Because of the way in which the fundamental issues of hermeneutics arise in this course, matters of contextualization and the relation of biblical truth to various cultures of the world are within the scope of the paper topics.

If you have trouble finding a topic or have doubts whether a desired topic is suitable, come see me and I can probably give immediate approval or disapproval or suggestions for fiddling with a topic to make it interact more closely with the concerns of the course.

Please include your mailbox number with your name on the paper.

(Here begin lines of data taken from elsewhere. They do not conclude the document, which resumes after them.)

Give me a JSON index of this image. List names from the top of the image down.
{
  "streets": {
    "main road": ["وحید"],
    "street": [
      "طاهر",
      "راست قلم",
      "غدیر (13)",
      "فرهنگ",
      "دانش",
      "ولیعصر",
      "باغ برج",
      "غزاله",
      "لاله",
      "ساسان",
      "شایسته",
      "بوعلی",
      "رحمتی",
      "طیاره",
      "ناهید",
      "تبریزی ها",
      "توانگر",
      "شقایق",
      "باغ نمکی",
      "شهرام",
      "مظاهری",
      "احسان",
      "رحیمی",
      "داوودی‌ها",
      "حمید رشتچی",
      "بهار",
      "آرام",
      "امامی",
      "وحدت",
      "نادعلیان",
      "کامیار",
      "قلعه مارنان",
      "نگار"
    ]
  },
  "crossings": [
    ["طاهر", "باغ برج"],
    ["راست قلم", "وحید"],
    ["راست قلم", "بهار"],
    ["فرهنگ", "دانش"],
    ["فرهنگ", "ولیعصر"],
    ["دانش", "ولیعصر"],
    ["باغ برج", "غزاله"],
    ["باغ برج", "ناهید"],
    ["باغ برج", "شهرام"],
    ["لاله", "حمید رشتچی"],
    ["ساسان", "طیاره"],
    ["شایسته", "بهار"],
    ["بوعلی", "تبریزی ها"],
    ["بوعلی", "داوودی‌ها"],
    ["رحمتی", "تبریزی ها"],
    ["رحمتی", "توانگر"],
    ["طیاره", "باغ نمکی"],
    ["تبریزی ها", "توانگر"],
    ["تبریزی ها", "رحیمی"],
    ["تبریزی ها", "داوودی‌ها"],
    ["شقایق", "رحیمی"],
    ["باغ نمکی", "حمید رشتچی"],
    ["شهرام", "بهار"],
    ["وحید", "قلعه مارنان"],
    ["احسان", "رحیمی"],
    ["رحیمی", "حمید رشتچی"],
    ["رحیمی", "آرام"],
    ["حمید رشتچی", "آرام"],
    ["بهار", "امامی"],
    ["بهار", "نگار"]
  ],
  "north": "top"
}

In accordance with the guidelines for the honor system at Westminster Theological Seminary, you are asked to write out and sign this pledge at the end of the paper: “I understand and have not violated the Seminary’s position on plagiarism.” Many of you are already careful in this area, but some, particularly those coming from educational systems in other countries, may have to learn new habits. If you are not sure about this, consult the statement on plagiarism at and my course syllabus for NT 123. If necessary, talk to students who have experience with these standards already. A paper guilty of plagiarism will receive a grade of F.

Before Mar. 13, please submit to me (either in class or in my WTS mailbox) a 3 X 5 card with (a) your name, (b) the course number (NT 993), and (c) a tentative topic for your seminar presentation and paper. On the basis of these cards I will inform you (at the first class meeting after Mar. 13) of the time for your seminar presentation. If at a later time you wish to change topics radically, please inform me.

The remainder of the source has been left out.